Les performances des sites web sont liées de façon de plus en plus intime avec le SEO, qui lui-même évolue de jour en jour pour répondre à des exigences liées à l’expérience utilisateur. Le passage à l’index mobile-first demande aux référenceurs d’être encore plus attentifs aux notions de Web Performance pour servir des pages rapidement aux utilisateurs.

Il existe une large palette d’outils permettant de mesurer la performance d'un site web, mais il est parfois nécessaire de prendre un peu de hauteur par rapport à ces outils, pour mieux comprendre leur fonctionnement, et ne pas entirer de conclusions trop hâtives…

Faisons d’abord le point sur deux grandes familles d’outils : les outils de « Real User Monitoring » (RUM), et les outils de « Synthetic Monitoring ».

Les outils RUM

Les outils de Real User Monitoring permettent de récupérer des informations liées à la navigation des internautes. Ces données sont donc très intéressantes car elles permettent d’avoir une vision réelle du rendu côté utilisateur, grâce à un panel. Parmi ces outils, nous pouvons citer « Google Analytics » via son onglet « Temps de chargement des pages » :

Fig. 1. Temps de chargement moyen des pages dans Google Analytics..

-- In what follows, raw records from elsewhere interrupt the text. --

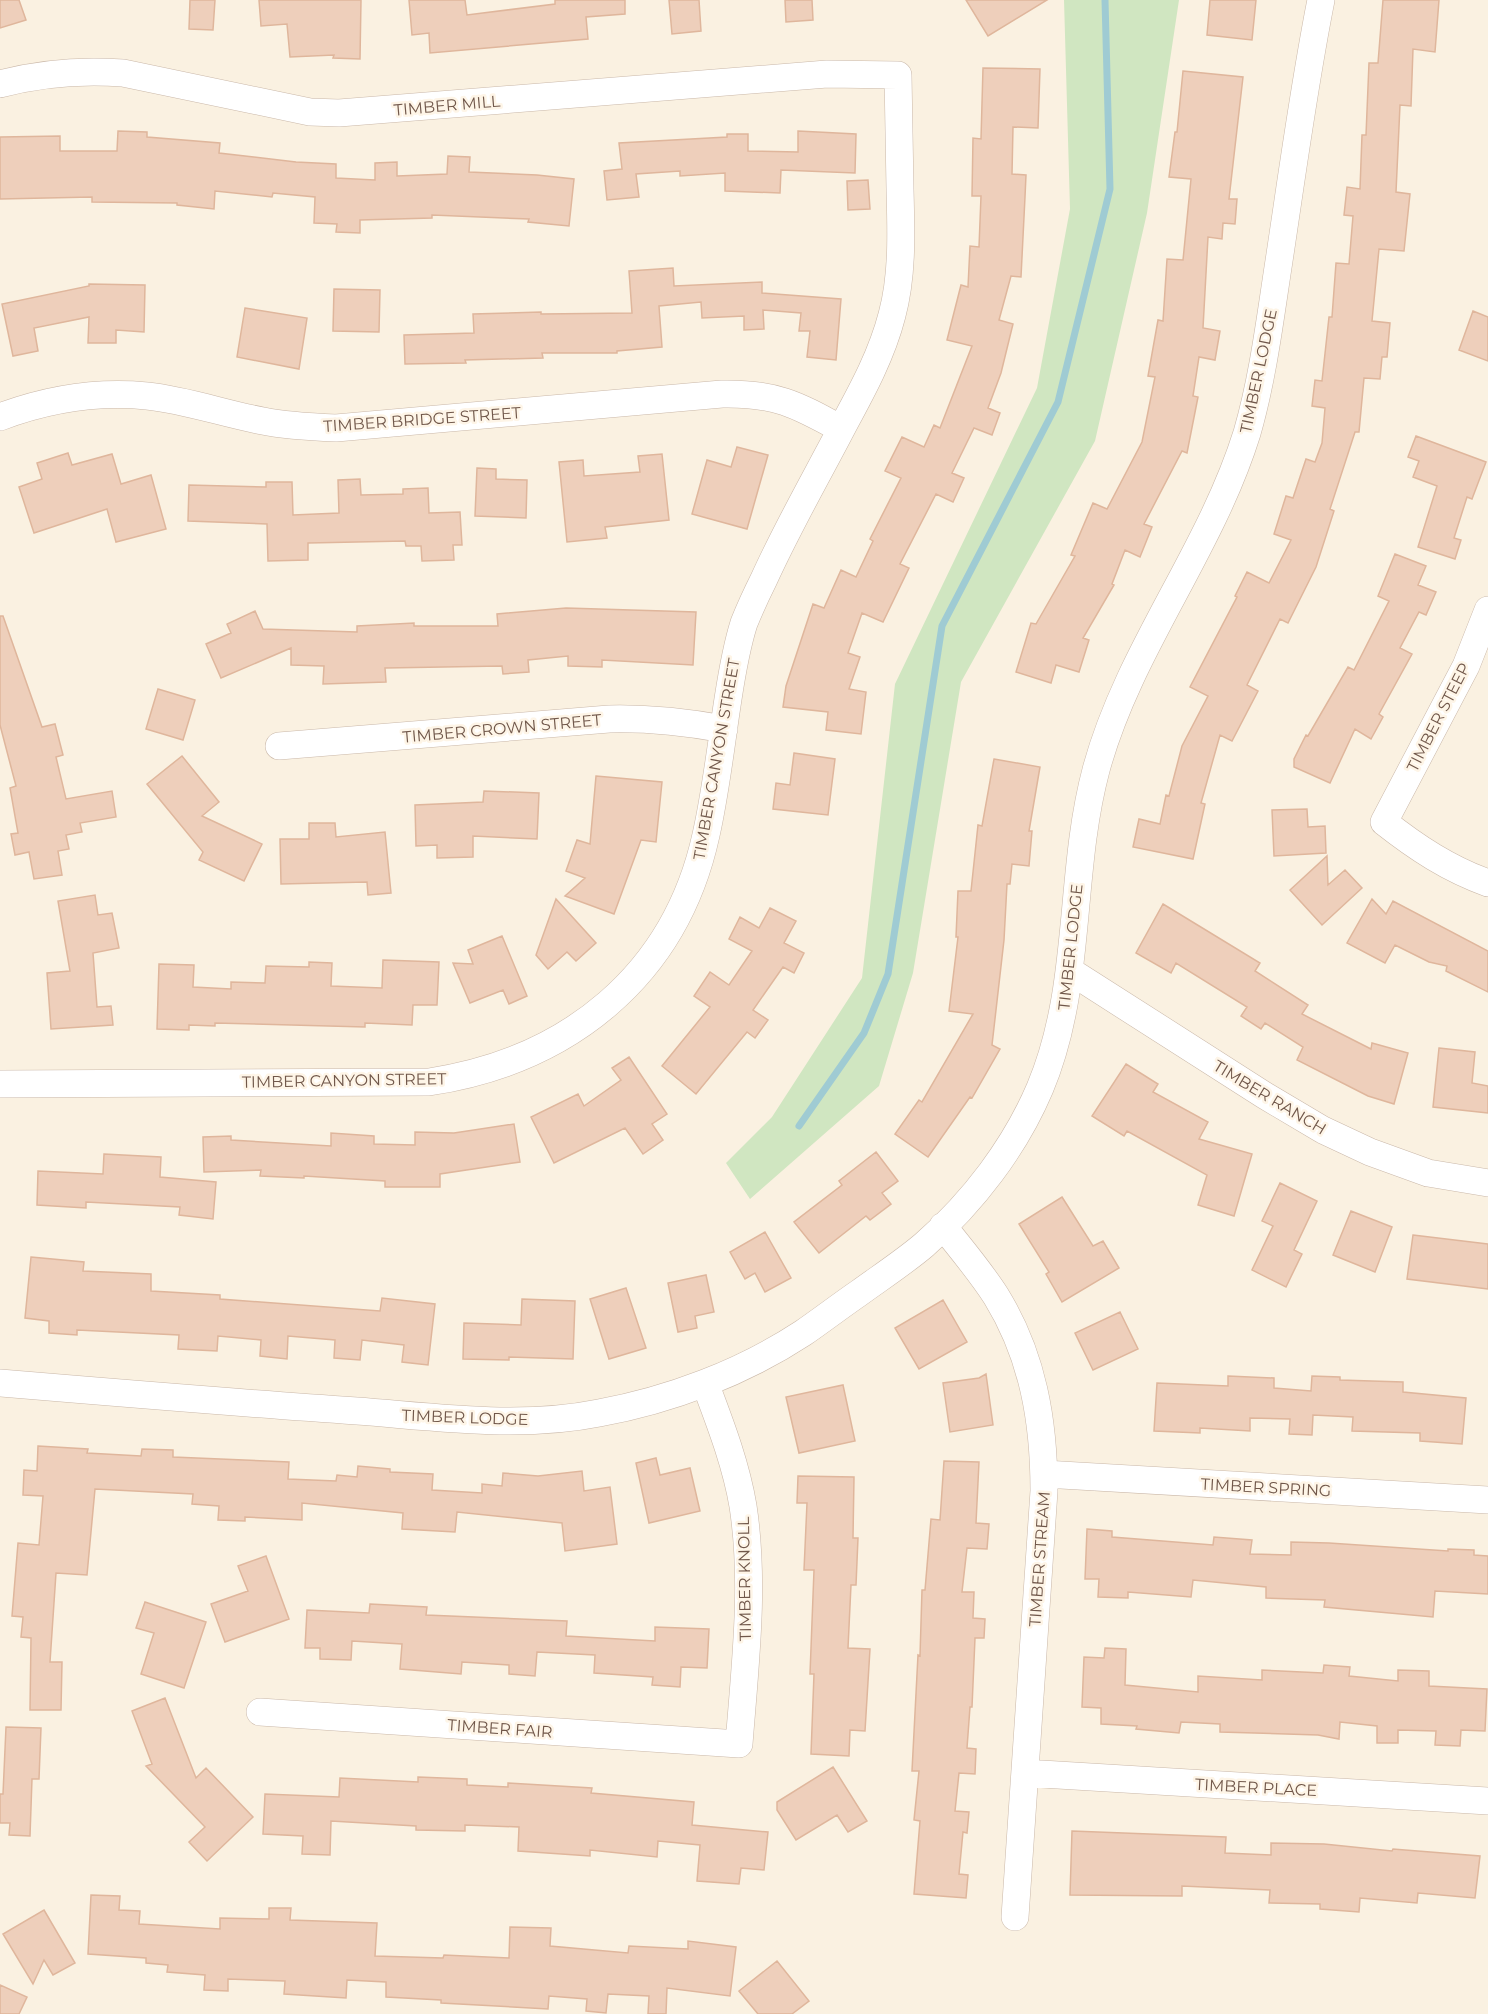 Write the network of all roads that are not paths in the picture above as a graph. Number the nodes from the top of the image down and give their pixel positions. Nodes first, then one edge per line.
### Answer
1 (1321, 0) edge
2 (898, 75) joint
3 (0, 84) edge
4 (0, 417) edge
5 (841, 429) junction
6 (1488, 610) edge
7 (724, 729) junction
8 (279, 746) dead end
9 (1488, 883) edge
10 (1070, 971) junction
11 (0, 1084) edge
12 (1488, 1183) edge
13 (943, 1226) junction
14 (0, 1383) edge
15 (705, 1383) junction
16 (1044, 1474) junction
17 (1488, 1500) edge
18 (260, 1712) dead end
19 (739, 1744) joint
20 (1025, 1773) junction
21 (1488, 1801) edge
22 (1015, 1917) dead end

1 - 10 street, TIMBER LODGE
2 - 3 street, TIMBER MILL
2 - 5 street, TIMBER CANYON STREET
4 - 5 street, TIMBER BRIDGE STREET
5 - 7 street, TIMBER CANYON STREET
6 - 9 street, TIMBER STEEP
7 - 8 street, TIMBER CROWN STREET
7 - 11 street, TIMBER CANYON STREET
10 - 12 street, TIMBER RANCH
10 - 13 street, TIMBER LODGE
13 - 15 street, TIMBER LODGE
13 - 16 street, TIMBER STREAM
14 - 15 street, TIMBER LODGE
15 - 19 street, TIMBER KNOLL
16 - 17 street, TIMBER SPRING
16 - 20 street, TIMBER STREAM
18 - 19 street, TIMBER FAIR
20 - 21 street, TIMBER PLACE
20 - 22 street, TIMBER STREAM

Plus précis par rapport aux KPI qu’il propose, l’outil Page Speed Insights (https://developers.google.com/speed/pagespeed/insights/) fournit également des données côté utilisateur issues du Chrome User Experience Report (CruX). Elles proviennent directement du navigateur Google Chrome et permettent de mieux comprendre ce qui se passe du côté du navigateur de l’utilisateur. L’agrégation de ces données permet également de tenir compte de différents emplacements géographiques (en opposition aux outils de Synthetic Monitoring).